Start of Records to use

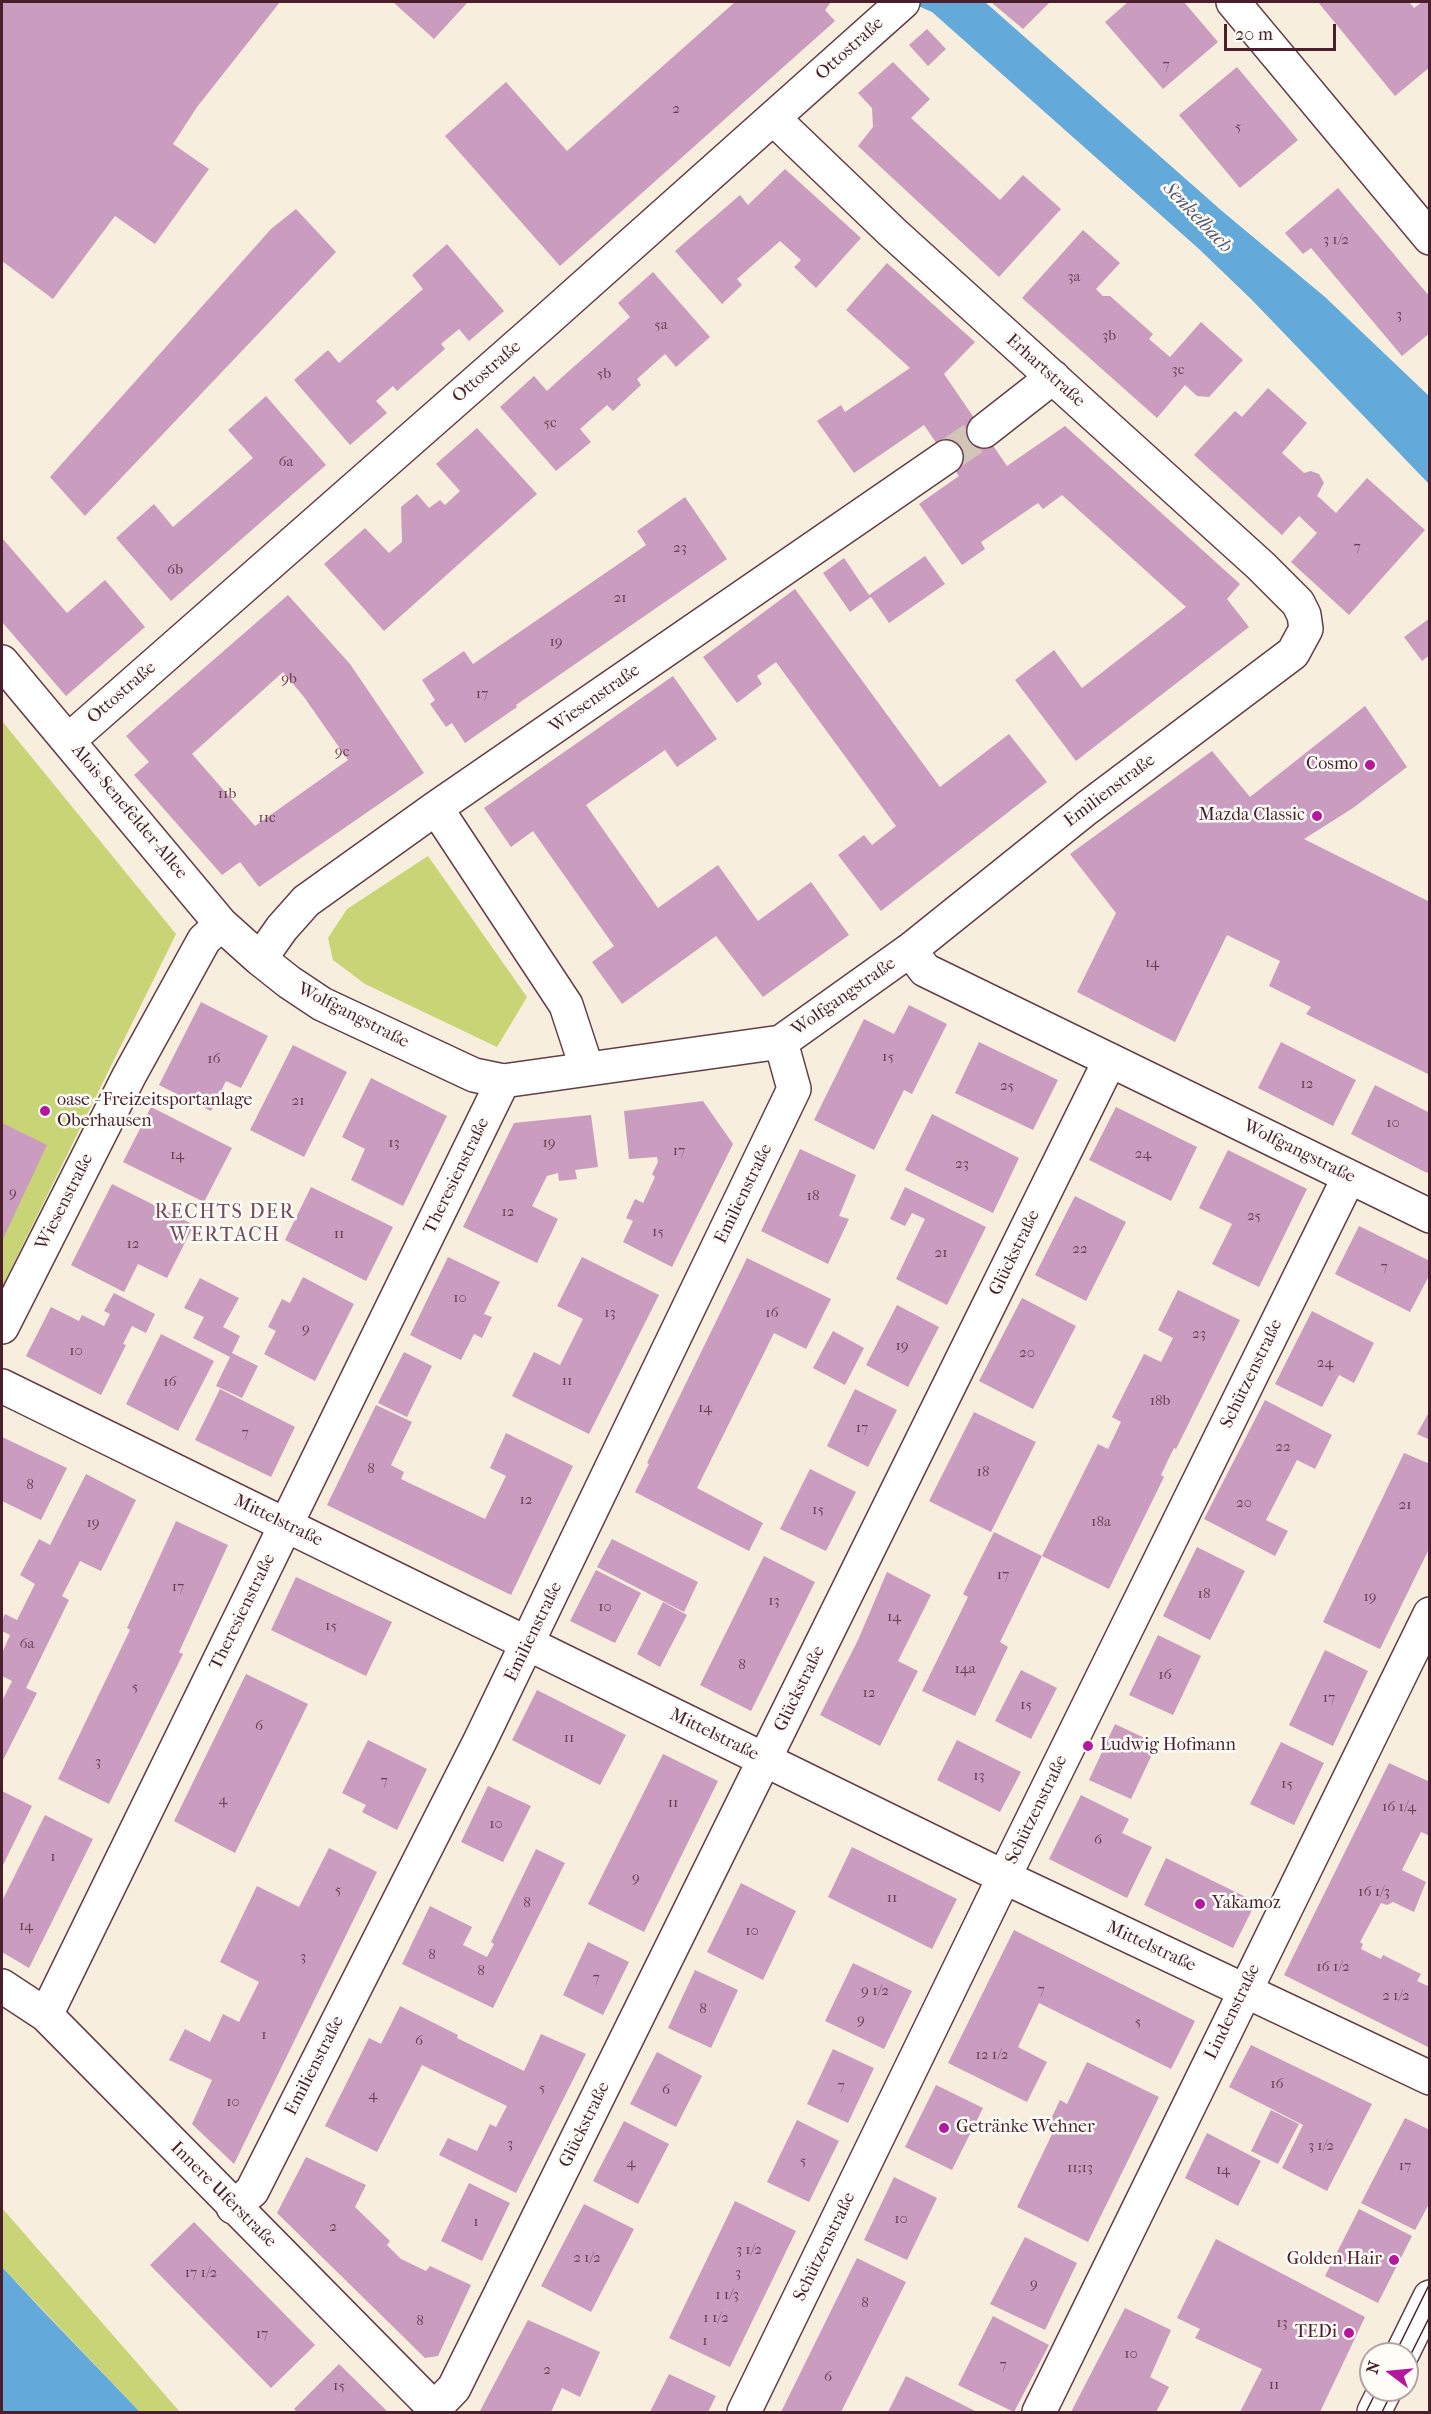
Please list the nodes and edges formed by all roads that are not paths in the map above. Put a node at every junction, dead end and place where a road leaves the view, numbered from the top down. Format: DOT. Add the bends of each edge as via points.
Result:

End of Records to use
Start of Records to use

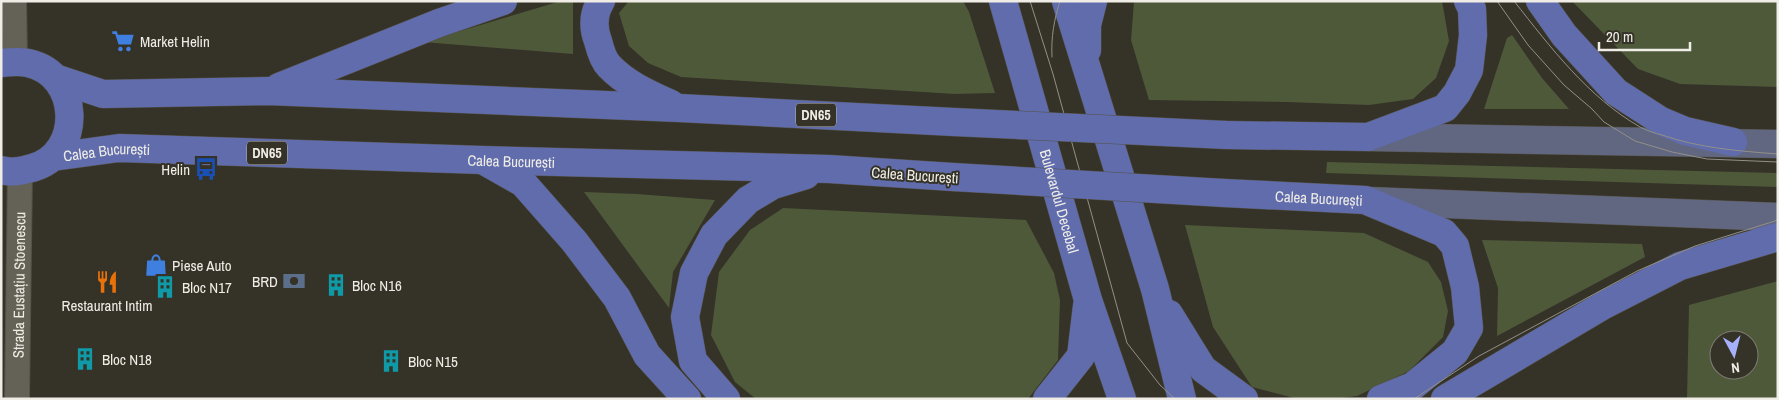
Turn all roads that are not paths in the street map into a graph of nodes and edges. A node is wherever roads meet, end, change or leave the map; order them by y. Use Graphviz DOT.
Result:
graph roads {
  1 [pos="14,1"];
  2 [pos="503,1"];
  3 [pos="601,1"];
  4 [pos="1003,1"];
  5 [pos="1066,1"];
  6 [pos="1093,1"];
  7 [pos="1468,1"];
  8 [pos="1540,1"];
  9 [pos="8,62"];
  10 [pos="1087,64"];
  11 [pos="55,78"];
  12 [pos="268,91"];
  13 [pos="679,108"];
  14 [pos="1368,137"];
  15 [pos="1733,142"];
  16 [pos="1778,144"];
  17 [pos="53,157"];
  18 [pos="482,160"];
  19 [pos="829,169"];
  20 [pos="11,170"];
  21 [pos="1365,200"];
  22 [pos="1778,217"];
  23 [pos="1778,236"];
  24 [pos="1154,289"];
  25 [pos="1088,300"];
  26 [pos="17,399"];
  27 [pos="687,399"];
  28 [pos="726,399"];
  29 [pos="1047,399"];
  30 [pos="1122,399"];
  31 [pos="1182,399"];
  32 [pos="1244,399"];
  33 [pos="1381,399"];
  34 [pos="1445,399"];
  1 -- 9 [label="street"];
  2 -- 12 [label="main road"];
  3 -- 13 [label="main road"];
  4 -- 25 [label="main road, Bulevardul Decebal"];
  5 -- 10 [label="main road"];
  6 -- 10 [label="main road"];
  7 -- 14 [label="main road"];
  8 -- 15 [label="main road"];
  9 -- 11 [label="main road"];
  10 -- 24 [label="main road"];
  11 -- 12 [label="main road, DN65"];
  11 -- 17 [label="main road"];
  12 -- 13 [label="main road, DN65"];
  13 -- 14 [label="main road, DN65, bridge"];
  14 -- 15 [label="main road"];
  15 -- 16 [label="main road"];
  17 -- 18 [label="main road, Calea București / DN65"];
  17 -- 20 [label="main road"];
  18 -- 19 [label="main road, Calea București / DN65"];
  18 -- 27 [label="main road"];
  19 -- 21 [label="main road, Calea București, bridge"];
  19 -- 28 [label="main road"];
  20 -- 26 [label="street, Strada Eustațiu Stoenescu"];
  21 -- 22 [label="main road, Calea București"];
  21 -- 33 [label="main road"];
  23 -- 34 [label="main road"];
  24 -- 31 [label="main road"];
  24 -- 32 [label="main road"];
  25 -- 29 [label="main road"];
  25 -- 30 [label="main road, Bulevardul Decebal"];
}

End of Records to use

Every line in the records above that contains the word "edges" is to be copied out.

Final answer —
Please list the nodes and edges formed by all roads that are not paths in the map above. Put a node at every junction, dead end and place where a road leaves the view, numbered from the top down. Format: DOT. Add the bends of each edge as via points.
Turn all roads that are not paths in the street map into a graph of nodes and edges. A node is wherever roads meet, end, change or leave the map; order them by y. Use Graphviz DOT.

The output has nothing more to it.